# ABOUT THIS EXERCISE:
Your answer should be every line with the word "graph", copied from the data below.

(Stored items)

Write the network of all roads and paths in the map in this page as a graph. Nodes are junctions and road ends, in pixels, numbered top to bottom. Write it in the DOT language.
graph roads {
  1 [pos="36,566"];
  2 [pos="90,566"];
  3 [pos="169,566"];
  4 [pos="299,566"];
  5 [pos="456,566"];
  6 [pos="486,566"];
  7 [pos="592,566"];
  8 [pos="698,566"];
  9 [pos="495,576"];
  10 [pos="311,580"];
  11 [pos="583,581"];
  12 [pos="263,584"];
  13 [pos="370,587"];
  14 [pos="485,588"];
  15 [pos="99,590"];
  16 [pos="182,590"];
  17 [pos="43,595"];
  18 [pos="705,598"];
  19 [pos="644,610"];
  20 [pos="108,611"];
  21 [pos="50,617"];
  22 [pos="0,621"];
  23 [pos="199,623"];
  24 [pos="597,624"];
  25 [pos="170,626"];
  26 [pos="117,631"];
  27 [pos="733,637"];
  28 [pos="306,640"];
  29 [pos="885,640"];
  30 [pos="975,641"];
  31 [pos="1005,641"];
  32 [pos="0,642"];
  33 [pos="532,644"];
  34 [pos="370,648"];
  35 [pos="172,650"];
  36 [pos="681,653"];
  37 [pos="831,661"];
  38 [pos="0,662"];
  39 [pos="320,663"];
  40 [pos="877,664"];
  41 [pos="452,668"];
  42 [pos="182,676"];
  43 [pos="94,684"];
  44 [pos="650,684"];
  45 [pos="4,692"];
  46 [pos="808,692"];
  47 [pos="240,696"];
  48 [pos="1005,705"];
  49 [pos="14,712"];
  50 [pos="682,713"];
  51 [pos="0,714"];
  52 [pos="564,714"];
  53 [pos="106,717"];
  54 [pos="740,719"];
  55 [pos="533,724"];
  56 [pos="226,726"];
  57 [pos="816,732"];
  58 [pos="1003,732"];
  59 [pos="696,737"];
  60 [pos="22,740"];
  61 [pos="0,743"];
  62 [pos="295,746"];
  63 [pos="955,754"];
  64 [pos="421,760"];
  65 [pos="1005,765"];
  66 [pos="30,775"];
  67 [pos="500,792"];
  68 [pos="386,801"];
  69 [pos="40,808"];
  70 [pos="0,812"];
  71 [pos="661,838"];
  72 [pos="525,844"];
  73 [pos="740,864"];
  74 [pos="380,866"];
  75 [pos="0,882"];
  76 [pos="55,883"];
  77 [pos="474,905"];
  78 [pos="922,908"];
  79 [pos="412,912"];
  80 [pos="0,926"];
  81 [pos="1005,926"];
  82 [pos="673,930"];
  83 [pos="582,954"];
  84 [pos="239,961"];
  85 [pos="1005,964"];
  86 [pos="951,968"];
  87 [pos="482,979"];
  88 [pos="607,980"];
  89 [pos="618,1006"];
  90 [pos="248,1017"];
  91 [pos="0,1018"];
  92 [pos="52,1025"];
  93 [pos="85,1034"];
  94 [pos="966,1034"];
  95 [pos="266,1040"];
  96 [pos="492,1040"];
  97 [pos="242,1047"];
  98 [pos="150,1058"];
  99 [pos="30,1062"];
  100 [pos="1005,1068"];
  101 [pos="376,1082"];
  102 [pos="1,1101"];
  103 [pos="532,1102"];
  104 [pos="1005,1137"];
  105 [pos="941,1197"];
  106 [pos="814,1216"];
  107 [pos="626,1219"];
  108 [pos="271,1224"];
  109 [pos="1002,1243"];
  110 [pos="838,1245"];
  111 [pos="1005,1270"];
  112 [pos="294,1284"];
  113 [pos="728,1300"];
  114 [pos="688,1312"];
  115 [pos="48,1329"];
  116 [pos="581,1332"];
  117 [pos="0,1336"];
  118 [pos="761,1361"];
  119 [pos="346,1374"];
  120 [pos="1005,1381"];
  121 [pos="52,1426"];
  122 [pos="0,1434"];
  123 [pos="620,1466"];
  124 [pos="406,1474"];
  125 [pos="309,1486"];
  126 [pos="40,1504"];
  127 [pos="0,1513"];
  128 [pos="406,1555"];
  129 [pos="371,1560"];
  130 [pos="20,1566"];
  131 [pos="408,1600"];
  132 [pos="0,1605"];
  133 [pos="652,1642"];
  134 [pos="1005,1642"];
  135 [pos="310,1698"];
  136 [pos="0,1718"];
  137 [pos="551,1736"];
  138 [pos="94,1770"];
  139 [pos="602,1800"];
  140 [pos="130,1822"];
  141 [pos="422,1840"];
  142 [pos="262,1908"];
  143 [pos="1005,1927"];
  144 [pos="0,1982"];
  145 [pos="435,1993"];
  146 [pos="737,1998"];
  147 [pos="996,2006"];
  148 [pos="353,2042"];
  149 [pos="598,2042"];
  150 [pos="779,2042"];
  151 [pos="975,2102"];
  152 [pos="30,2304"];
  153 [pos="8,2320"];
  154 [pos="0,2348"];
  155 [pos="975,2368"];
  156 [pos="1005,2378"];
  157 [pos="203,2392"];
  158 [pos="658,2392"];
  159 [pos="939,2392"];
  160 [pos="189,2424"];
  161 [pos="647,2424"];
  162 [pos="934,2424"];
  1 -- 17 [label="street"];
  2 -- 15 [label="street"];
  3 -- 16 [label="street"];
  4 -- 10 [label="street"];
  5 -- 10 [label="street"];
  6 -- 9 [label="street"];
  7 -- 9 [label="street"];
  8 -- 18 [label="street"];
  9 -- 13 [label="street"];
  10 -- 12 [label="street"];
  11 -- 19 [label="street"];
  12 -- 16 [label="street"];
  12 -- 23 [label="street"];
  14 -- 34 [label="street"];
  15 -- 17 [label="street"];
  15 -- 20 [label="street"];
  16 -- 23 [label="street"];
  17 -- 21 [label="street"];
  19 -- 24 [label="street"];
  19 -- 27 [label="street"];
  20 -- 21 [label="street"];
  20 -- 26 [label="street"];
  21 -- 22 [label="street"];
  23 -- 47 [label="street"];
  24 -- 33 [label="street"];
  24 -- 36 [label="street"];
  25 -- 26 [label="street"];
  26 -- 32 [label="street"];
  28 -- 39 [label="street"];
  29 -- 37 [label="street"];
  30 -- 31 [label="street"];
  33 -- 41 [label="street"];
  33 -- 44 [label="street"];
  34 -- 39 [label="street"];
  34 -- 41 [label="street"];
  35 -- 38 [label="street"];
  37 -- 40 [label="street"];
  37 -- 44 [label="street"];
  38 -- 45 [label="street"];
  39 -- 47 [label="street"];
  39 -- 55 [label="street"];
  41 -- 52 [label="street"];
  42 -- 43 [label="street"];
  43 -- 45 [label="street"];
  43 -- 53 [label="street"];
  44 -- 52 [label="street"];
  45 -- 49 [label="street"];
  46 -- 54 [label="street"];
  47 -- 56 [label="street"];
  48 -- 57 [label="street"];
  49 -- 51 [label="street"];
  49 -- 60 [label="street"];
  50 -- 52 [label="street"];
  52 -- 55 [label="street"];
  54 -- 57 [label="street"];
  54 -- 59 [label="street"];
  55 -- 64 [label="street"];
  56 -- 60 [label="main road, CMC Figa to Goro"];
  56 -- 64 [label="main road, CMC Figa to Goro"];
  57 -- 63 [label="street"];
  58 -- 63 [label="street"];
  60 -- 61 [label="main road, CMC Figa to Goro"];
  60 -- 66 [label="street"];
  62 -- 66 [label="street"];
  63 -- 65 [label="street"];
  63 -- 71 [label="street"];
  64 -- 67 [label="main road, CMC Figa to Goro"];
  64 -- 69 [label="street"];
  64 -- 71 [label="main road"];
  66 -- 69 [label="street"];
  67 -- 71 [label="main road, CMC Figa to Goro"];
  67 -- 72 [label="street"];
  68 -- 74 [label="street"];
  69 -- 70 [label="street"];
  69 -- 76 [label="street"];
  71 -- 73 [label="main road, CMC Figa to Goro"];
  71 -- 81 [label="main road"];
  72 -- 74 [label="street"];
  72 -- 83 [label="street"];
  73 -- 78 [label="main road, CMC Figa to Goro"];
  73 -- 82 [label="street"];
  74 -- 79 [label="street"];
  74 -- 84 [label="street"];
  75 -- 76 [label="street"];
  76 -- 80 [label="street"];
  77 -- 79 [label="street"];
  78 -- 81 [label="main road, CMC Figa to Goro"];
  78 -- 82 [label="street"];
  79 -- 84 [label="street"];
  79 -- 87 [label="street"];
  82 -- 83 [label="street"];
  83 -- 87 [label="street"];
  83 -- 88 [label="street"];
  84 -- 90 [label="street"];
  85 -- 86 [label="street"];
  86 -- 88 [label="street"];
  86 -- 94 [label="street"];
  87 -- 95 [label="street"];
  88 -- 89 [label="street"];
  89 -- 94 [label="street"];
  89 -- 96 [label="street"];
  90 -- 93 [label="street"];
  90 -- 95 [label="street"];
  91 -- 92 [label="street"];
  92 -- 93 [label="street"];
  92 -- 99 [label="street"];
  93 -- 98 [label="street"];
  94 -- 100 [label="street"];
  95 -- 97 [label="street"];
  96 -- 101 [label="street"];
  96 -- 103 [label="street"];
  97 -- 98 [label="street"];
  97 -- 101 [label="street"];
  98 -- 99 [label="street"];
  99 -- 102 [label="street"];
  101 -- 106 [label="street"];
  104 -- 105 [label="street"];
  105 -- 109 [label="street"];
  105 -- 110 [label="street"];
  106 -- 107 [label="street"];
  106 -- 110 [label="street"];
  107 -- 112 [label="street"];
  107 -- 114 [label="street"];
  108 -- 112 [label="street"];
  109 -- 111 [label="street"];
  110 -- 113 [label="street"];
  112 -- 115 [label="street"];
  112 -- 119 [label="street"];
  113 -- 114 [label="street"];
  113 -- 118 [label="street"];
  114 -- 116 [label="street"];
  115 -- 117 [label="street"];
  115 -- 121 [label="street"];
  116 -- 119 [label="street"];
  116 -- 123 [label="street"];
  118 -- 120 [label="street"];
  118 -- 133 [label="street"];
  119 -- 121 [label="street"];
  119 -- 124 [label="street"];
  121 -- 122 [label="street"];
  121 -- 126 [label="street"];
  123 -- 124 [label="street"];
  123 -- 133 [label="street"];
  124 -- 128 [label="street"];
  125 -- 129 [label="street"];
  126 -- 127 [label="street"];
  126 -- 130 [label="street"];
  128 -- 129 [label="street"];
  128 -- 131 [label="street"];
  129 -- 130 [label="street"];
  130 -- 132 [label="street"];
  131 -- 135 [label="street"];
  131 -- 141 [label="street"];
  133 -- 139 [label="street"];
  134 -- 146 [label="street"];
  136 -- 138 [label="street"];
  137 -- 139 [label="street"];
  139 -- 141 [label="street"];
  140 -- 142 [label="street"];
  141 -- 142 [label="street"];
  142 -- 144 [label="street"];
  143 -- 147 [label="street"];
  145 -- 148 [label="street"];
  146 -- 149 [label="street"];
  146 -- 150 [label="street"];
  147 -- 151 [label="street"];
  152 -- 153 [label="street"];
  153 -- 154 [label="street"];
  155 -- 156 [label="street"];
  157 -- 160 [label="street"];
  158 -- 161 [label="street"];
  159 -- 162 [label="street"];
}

# SOLUTION:
Write the network of all roads and paths in the map in this page as a graph. Nodes are junctions and road ends, in pixels, numbered top to bottom. Write it in the DOT language.
graph roads {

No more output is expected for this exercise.